The system combines in-memory capabilities (based on QlikView software) with innovative techniques that compress the complexity of the data, consequently improving its readability as well as its accessibility for designated end users. Aside from the technical and conceptual components, the software's implementation necessitated a complex system of permission and governance.
A continuously running system including daily updates with a user-friendly Web interface and real-time usage was established. This paper introduces its main components and major design ideas. A commented video summarizing and presenting the work can be found within the Multimedia Appendix.

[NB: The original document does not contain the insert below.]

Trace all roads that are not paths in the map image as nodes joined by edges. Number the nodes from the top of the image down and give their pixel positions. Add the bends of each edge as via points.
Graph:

The system has been well-received by a focus group of physicians within an initial prerollout. Aside from improving data transparency, the system's main benefits are its quality and process control capabilities, knowledge discovery, and hypothesis generation. Limitations such as run time, governance, or misinterpretation of data are considered.

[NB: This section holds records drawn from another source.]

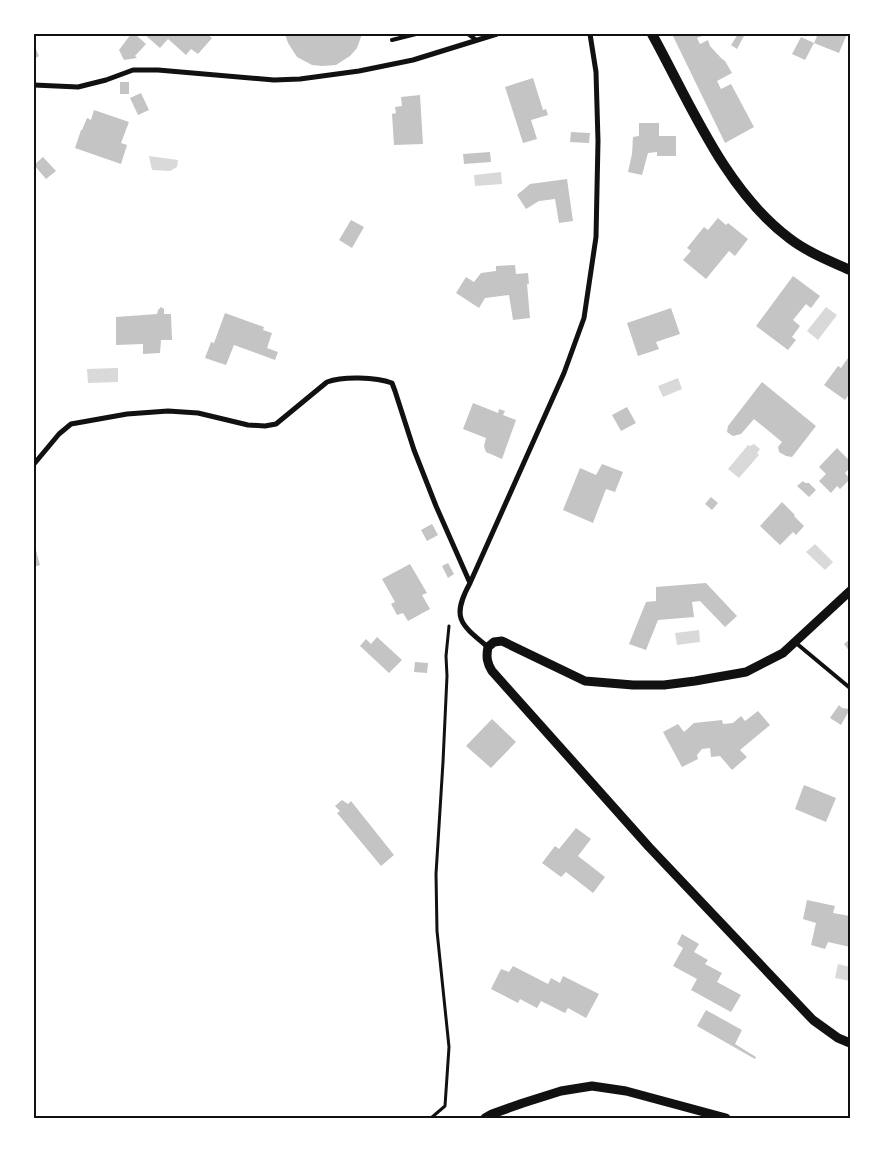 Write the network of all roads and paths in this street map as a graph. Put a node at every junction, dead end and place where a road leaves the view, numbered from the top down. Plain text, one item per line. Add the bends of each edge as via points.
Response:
1 (416, 34) edge
2 (468, 34) edge
3 (497, 34) edge
4 (590, 34) edge
5 (652, 34) edge
6 (475, 39) junction
7 (392, 40) dead end
8 (34, 85) edge
9 (850, 270) edge
10 (34, 464) edge
11 (470, 583) junction
12 (850, 591) edge
13 (460, 600) junction
14 (796, 642) junction
15 (488, 647) junction
16 (850, 688) edge
17 (850, 1043) edge
18 (432, 1118) edge
19 (485, 1118) edge
20 (726, 1118) edge

1 - 7 lane
2 - 6 lane
3 - 6 street
4 - 11 street via 596,72 596,237 584,318 564,373
5 - 9 main road via 719,158 744,193 791,239
6 - 8 street via 412,60 300,79 133,70 78,87
10 - 11 street via 71,424 168,411 198,413 265,426 276,424 327,382 337,378 384,380 392,383 414,450
11 - 13 street
12 - 14 street
13 - 15 street via 462,622
13 - 18 path via 451,608 446,656 436,874 437,931 449,1047 445,1106
14 - 15 street via 746,672 696,681 633,685 585,682 502,641
14 - 16 lane
15 - 17 street via 487,663 492,671 649,847 813,1020
19 - 20 street via 561,1091 592,1086 626,1091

许多综合癌症中心采用肿瘤文档软件,为内部和外部审计目的提供相关中心肿瘤患者的结构化信息。然而,这些系统中包含的许多文档数据,站点的大多数临床医生往往未使用且不了解。
为了便于分析使用此类数据,基于商业智能软件QlikView进行了分析层的预推出。该软件可对肿瘤相关数据进行实时分析和检查。该系统旨在增加数据的可获取性,同时提供便于用户使用的实时分析工具。
该系统将内存处理能力(基于QlikView软件)与创新技术相结合,这些技术可压缩数据的复杂性,从而提高其可读性以及指定最终用户的可访问性。除了技术和概念组件外,该软件的实施还需要一个复杂的权限和管理系统。
建立了一个持续运行的系统,包括每日更新、用户友好的网络界面和实时使用情况。本文介绍了其主要组件和主要设计理念。多媒体附录中提供了一个总结并展示这项工作的带注释视频。
在初步预推出期间,该系统受到了一组重点医生的好评。除了提高数据透明度外,该系统的主要优势在于其质量和过程控制能力、知识发现以及假设生成。同时也考虑到了运行时间、管理或数据误解等局限性。